You can work out your tax by following these four stages:
Work out whether your income is taxable
Some income is taxable and some is tax-free. Common sources of taxable income are:
Work out the allowances you can deduct from your taxable income or your final tax bill
There are several different tax allowances to which you might be entitled.
Every man, woman and child in the UK has a ‘Personal Allowance’. For 2025/26 the Personal Allowance for everyone (on incomes below £100,000) is £12,570.
There is also a Blind Person’s Allowance for those who qualify. Despite its name, you do not have to be completely without sight to claim it, so if you have very poor eyesight, check if you could be entitled.
If you are part of a married couple or a civil partnership and either you or your spouse or partner was born before 6 April 1935, a married couple’s allowance might be available. Finally the marriage allowance, available to married couples and civil partners who are basic rate taxpayers where one of them has unused allowances.
You can find out more information on these allowances on our page ‘what tax allowances am I entitled to?’

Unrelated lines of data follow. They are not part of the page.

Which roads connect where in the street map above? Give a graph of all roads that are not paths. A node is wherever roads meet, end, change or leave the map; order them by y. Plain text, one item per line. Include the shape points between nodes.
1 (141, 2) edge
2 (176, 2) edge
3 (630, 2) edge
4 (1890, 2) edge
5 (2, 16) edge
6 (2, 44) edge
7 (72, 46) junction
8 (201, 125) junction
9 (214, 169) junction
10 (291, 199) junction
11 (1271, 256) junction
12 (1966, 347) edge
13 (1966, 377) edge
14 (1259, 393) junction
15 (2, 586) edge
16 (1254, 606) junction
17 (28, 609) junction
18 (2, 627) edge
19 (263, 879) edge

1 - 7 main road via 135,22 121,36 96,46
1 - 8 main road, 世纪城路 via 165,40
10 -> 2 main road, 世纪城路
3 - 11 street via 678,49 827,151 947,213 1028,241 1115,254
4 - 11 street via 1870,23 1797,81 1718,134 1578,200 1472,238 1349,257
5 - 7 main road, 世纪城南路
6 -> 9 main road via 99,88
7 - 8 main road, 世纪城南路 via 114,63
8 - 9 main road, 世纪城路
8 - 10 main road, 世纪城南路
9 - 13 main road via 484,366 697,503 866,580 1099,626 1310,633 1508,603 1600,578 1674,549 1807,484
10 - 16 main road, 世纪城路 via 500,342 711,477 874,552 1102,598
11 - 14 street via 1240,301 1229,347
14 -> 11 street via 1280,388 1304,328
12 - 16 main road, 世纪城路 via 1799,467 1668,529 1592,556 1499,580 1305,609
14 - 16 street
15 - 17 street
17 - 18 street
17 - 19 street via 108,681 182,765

Work out at what rate your income is taxed
If you qualify, some savings income might be taxed at 0%.
A £500 Dividend Allowance is available in 2025/26 and only amounts above this allowance will be taxable at your marginal rate. If you are a basic rate taxpayer 8.75%, higher rate 33.75% and additional rate at 39.35%.
Next, there is the basic rate band, where most types of income are taxed at 20%. Most people are within the basic rate band.
But for people with higher levels of income, 40% and 45% tax rates can also apply.
In Scotland there are 7 tax bands. The bands for Wales are the same as those for England.
See our section ‘what tax rates apply to me?’ for more detail.
Finally, consider whether you can deduct anything from your final tax bill
The most common deduction is tax you have already paid, either in the UK or overseas.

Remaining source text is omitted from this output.